All records are to be retyped faithfully and completely.

═════ Given records

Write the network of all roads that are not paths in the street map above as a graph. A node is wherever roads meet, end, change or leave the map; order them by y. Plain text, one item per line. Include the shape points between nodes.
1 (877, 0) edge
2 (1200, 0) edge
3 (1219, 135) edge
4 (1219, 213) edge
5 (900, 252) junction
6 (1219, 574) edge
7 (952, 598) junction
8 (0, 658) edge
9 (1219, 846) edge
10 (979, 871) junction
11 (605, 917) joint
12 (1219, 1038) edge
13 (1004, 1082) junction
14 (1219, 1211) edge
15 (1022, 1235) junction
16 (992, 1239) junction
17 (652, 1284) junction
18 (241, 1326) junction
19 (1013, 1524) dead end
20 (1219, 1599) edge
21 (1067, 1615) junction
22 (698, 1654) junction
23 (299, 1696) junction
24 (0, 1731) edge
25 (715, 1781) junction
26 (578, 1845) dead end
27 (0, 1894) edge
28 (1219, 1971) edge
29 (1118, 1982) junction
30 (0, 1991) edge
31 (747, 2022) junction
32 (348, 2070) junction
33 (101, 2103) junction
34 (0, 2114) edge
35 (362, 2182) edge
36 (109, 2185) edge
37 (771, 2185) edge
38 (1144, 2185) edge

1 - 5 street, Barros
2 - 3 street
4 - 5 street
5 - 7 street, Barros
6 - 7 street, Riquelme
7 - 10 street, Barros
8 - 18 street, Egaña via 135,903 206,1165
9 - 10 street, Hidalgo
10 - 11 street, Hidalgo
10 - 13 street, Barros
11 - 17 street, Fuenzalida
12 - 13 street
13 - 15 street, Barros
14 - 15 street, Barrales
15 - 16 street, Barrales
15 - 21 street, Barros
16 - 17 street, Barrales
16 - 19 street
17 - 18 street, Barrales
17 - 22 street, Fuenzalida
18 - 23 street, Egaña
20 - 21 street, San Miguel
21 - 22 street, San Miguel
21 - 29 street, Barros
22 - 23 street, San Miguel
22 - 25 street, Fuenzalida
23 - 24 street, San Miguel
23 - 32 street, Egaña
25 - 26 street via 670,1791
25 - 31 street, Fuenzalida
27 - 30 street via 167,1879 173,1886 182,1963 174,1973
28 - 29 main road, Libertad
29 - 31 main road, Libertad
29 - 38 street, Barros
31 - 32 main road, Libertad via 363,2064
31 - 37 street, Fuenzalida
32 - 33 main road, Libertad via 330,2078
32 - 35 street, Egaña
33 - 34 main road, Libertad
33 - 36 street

══════════

• **Exercise answer**:
Write the network of all roads that are not paths in the street map above as a graph. A node is wherever roads meet, end, change or leave the map; order them by y. Plain text, one item per line. Include the shape points between nodes.
1 (877, 0) edge
2 (1200, 0) edge
3 (1219, 135) edge
4 (1219, 213) edge
5 (900, 252) junction
6 (1219, 574) edge
7 (952, 598) junction
8 (0, 658) edge
9 (1219, 846) edge
10 (979, 871) junction
11 (605, 917) joint
12 (1219, 1038) edge
13 (1004, 1082) junction
14 (1219, 1211) edge
15 (1022, 1235) junction
16 (992, 1239) junction
17 (652, 1284) junction
18 (241, 1326) junction
19 (1013, 1524) dead end
20 (1219, 1599) edge
21 (1067, 1615) junction
22 (698, 1654) junction
23 (299, 1696) junction
24 (0, 1731) edge
25 (715, 1781) junction
26 (578, 1845) dead end
27 (0, 1894) edge
28 (1219, 1971) edge
29 (1118, 1982) junction
30 (0, 1991) edge
31 (747, 2022) junction
32 (348, 2070) junction
33 (101, 2103) junction
34 (0, 2114) edge
35 (362, 2182) edge
36 (109, 2185) edge
37 (771, 2185) edge
38 (1144, 2185) edge

1 - 5 street, Barros
2 - 3 street
4 - 5 street
5 - 7 street, Barros
6 - 7 street, Riquelme
7 - 10 street, Barros
8 - 18 street, Egaña via 135,903 206,1165
9 - 10 street, Hidalgo
10 - 11 street, Hidalgo
10 - 13 street, Barros
11 - 17 street, Fuenzalida
12 - 13 street
13 - 15 street, Barros
14 - 15 street, Barrales
15 - 16 street, Barrales
15 - 21 street, Barros
16 - 17 street, Barrales
16 - 19 street
17 - 18 street, Barrales
17 - 22 street, Fuenzalida
18 - 23 street, Egaña
20 - 21 street, San Miguel
21 - 22 street, San Miguel
21 - 29 street, Barros
22 - 23 street, San Miguel
22 - 25 street, Fuenzalida
23 - 24 street, San Miguel
23 - 32 street, Egaña
25 - 26 street via 670,1791
25 - 31 street, Fuenzalida
27 - 30 street via 167,1879 173,1886 182,1963 174,1973
28 - 29 main road, Libertad
29 - 31 main road, Libertad
29 - 38 street, Barros
31 - 32 main road, Libertad via 363,2064
31 - 37 street, Fuenzalida
32 - 33 main road, Libertad via 330,2078
32 - 35 street, Egaña
33 - 34 main road, Libertad
33 - 36 street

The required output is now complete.